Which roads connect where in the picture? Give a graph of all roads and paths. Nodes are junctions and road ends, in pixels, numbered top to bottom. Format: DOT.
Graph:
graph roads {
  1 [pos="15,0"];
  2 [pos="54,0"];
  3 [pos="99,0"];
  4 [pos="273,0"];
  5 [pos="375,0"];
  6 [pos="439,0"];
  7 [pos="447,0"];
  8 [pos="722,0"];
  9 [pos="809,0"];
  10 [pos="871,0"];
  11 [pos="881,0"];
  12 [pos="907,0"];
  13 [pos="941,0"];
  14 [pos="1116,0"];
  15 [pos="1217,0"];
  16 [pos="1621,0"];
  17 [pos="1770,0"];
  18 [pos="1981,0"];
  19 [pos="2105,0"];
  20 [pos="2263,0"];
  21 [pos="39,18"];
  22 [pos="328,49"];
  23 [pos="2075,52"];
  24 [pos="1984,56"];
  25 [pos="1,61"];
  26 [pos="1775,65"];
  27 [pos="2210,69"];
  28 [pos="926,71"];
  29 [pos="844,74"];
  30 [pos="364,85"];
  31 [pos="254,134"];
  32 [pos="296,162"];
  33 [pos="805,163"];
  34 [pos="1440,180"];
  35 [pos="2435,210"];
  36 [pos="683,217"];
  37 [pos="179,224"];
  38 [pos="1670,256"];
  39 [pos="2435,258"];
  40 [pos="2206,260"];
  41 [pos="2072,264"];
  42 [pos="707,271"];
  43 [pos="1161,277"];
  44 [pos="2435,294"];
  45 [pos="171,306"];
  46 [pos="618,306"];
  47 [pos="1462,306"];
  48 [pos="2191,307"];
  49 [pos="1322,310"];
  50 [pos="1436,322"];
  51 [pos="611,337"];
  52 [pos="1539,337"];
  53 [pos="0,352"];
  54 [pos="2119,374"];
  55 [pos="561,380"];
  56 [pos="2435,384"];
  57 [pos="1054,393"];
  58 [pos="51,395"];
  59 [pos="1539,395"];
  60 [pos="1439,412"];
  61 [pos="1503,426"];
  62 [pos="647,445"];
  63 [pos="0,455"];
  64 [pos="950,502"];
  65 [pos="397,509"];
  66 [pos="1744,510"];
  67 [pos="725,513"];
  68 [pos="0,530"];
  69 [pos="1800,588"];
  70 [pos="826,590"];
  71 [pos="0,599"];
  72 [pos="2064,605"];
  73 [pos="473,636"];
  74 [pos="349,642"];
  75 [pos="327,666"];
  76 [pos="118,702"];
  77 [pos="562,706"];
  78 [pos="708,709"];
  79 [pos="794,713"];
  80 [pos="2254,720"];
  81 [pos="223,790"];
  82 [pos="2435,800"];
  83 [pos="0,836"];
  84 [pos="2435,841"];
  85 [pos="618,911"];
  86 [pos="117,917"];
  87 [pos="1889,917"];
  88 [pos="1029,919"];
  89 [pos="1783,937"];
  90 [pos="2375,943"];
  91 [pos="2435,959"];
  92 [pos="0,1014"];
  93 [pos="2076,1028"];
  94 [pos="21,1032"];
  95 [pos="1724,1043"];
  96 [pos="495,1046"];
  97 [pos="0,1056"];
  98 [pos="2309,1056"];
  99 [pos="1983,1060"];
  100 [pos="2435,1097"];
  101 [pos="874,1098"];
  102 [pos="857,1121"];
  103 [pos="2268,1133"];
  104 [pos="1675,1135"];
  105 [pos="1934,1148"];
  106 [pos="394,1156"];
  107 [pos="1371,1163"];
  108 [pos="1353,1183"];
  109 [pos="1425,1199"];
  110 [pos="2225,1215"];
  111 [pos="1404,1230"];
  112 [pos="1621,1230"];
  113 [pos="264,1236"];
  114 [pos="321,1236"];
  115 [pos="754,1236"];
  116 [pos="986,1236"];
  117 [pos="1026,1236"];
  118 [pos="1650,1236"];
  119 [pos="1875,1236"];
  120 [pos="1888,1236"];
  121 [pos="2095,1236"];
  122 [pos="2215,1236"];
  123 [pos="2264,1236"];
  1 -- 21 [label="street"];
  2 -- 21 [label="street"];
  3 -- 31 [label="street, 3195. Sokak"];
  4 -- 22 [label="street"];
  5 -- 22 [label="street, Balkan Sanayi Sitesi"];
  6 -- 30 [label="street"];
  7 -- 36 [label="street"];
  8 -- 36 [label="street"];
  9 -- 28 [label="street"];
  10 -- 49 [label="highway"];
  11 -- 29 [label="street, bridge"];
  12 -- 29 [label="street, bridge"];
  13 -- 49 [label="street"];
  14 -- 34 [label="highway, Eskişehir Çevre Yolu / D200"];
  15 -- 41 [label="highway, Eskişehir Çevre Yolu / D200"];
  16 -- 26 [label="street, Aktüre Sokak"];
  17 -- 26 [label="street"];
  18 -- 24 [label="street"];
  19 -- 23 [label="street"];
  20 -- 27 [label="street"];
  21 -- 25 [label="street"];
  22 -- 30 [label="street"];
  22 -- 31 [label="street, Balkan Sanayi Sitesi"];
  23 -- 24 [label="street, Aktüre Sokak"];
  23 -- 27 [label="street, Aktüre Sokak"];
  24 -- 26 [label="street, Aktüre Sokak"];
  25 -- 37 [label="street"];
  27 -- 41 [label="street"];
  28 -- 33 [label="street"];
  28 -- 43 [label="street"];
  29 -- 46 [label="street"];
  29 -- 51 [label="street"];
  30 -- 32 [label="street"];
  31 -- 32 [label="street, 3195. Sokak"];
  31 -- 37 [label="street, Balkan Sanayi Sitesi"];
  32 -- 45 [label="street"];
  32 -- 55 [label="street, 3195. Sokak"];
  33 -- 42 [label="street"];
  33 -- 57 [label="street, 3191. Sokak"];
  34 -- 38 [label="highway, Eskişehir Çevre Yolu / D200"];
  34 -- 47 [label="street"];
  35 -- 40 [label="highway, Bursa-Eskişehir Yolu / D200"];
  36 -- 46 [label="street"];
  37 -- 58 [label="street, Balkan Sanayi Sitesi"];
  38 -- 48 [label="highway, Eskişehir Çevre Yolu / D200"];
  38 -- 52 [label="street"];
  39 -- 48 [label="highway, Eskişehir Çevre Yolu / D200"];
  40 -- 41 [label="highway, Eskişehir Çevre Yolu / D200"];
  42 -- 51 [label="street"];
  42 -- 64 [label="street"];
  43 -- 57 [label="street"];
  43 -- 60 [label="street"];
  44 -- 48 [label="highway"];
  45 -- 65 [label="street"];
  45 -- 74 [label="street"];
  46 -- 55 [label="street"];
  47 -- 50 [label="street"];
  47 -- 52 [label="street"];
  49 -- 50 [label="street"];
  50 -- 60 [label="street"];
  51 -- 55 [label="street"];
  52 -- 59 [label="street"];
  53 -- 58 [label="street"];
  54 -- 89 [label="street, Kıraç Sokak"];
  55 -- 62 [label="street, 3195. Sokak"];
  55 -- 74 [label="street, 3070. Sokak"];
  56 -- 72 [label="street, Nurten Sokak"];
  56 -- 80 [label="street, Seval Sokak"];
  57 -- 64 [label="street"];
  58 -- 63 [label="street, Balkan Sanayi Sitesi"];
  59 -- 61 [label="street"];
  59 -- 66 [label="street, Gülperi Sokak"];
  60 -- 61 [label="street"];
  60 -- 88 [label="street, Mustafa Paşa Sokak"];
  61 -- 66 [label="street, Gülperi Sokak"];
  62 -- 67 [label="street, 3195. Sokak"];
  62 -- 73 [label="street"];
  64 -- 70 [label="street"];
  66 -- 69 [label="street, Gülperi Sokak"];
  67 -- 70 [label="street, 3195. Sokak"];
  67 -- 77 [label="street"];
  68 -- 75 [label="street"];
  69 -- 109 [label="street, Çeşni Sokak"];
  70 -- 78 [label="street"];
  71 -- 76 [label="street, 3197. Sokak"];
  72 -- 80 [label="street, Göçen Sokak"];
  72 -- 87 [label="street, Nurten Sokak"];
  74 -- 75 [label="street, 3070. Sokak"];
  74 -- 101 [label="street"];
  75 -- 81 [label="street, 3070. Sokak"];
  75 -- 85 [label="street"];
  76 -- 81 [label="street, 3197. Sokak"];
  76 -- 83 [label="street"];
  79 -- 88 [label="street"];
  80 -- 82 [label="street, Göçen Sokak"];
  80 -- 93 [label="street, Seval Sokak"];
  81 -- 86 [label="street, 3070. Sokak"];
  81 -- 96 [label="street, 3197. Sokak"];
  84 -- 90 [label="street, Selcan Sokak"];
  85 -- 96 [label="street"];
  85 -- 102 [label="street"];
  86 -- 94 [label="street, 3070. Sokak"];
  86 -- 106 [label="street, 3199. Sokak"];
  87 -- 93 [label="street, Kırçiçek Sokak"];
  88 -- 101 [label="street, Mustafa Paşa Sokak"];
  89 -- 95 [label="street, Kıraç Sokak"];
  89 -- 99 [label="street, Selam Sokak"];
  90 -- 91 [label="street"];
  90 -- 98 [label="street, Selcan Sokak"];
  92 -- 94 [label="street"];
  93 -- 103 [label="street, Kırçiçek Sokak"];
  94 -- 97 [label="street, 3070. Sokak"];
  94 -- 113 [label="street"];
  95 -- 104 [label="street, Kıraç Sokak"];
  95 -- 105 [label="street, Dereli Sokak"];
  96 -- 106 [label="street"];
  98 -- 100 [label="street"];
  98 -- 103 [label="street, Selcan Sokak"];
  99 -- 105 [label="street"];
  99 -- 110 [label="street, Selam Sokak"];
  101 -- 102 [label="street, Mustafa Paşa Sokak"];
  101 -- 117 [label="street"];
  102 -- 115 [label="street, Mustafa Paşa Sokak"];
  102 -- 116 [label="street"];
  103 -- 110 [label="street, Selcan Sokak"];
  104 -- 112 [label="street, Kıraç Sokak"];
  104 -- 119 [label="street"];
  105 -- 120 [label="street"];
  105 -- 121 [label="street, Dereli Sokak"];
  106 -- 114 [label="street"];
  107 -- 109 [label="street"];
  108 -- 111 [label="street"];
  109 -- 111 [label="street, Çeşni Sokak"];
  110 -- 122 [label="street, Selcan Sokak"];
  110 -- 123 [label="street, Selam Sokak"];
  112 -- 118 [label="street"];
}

*Task:*
Find each line holding the string "Gülperi" in the listing above, then copy it.

*Solution to this task:*
  59 -- 66 [label="street, Gülperi Sokak"];
  61 -- 66 [label="street, Gülperi Sokak"];
  66 -- 69 [label="street, Gülperi Sokak"];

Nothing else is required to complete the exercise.